** Opening Supplied data block **
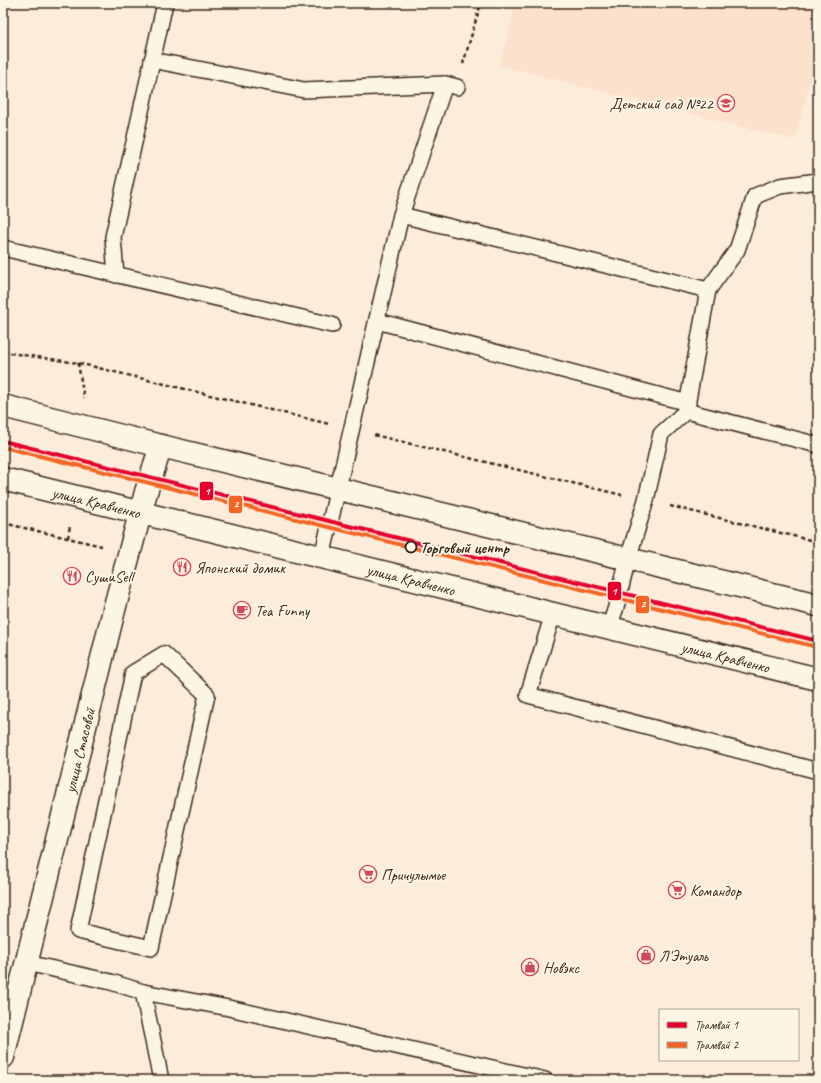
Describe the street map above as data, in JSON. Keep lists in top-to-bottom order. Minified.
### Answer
{"streets":{"main road":["улица Кравченко","улица Стасовой"]},"crossings":[["улица Кравченко","улица Стасовой"]],"places":{"school or university":["Детский сад №22"],"other":["Торговый центр"],"restaurant":["Японский домик","СушиSell"],"cafe":["Tea Funny"],"supermarket":["Причулымье","Командор"],"shop":["Л'Этуаль","Новэкс"]},"lines":["tram line 1","tram line 2"],"legend":["Трамвай 1","Трамвай 2"]}
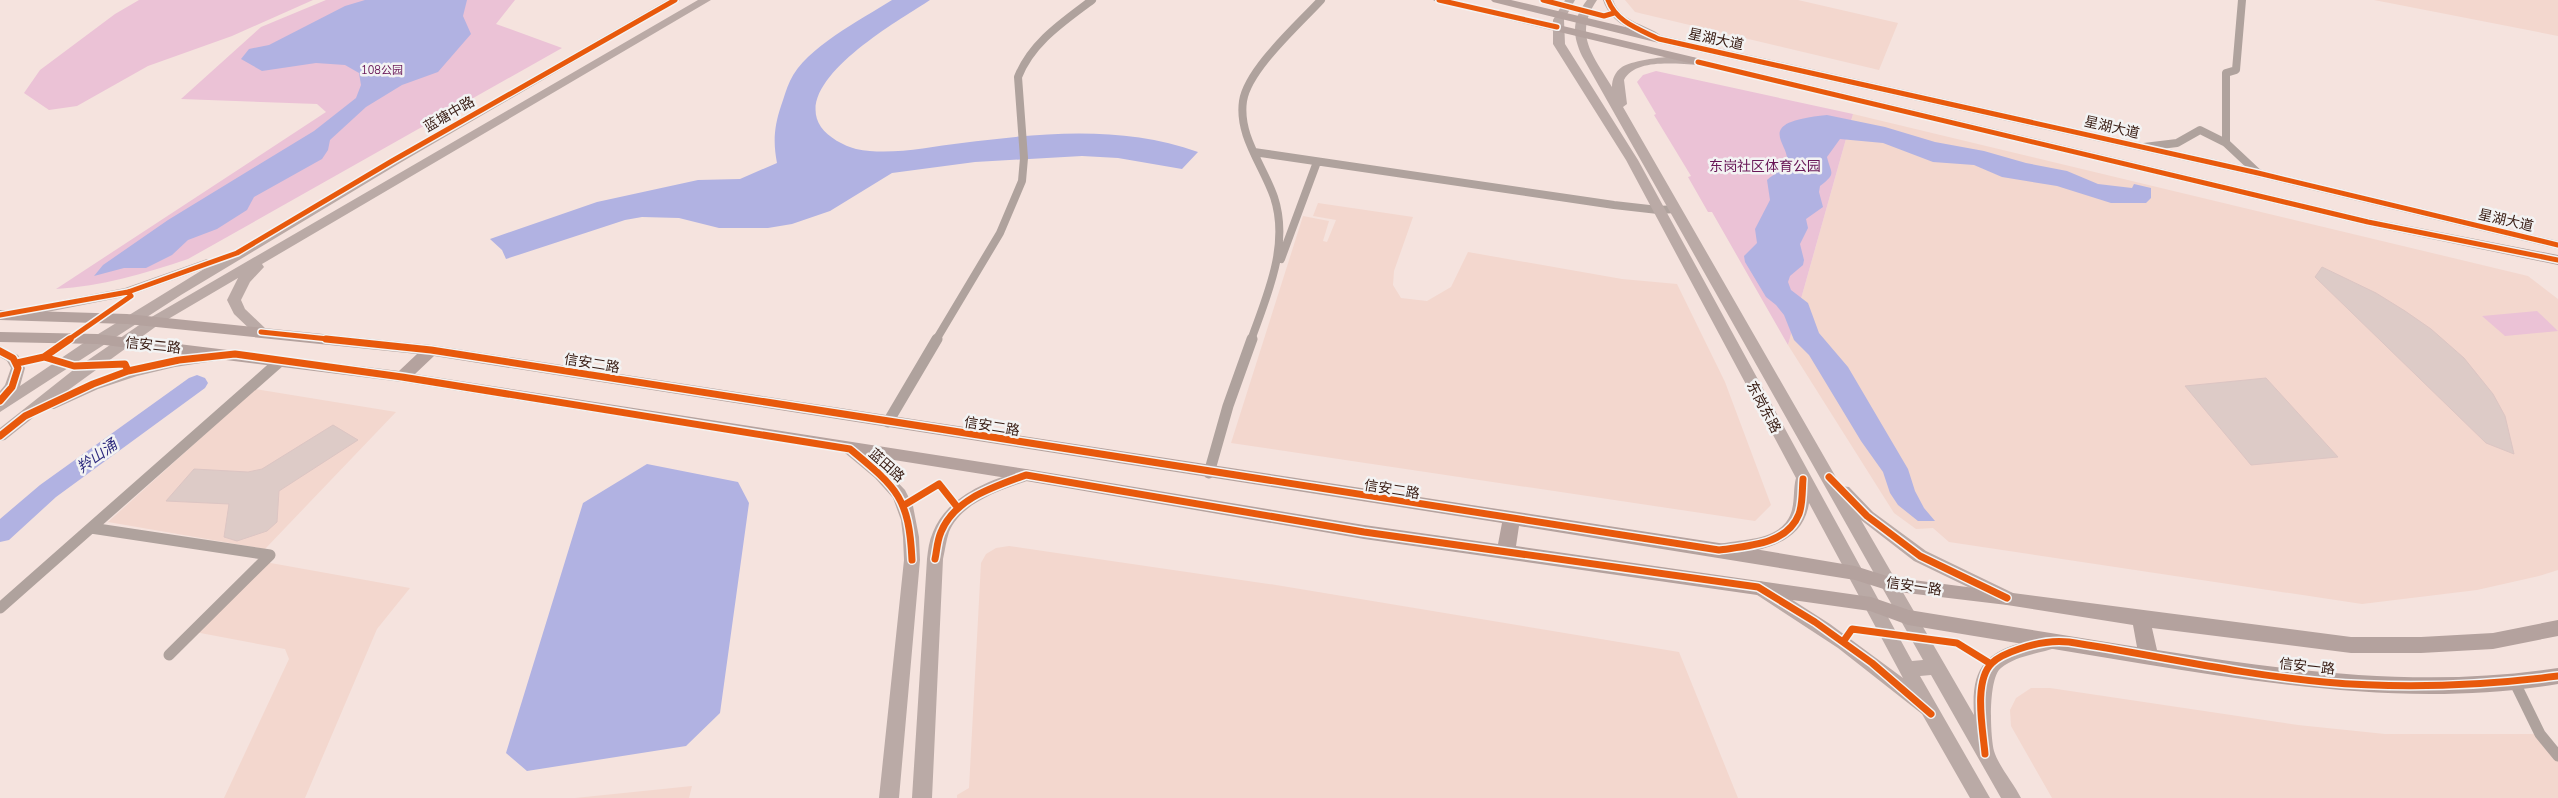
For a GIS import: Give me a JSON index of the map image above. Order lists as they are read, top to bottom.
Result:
** Closing Supplied data block **
The problem: Omit all pictures and repeat the rest of the records verbatim.

Output below:
Describe the street map above as data, in JSON. Keep lists in top-to-bottom order. Minified.
### Answer
{"streets":{"main road":["улица Кравченко","улица Стасовой"]},"crossings":[["улица Кравченко","улица Стасовой"]],"places":{"school or university":["Детский сад №22"],"other":["Торговый центр"],"restaurant":["Японский домик","СушиSell"],"cafe":["Tea Funny"],"supermarket":["Причулымье","Командор"],"shop":["Л'Этуаль","Новэкс"]},"lines":["tram line 1","tram line 2"],"legend":["Трамвай 1","Трамвай 2"]}
For a GIS import: Give me a JSON index of the map image above. Order lists as they are read, top to bottom.
Result:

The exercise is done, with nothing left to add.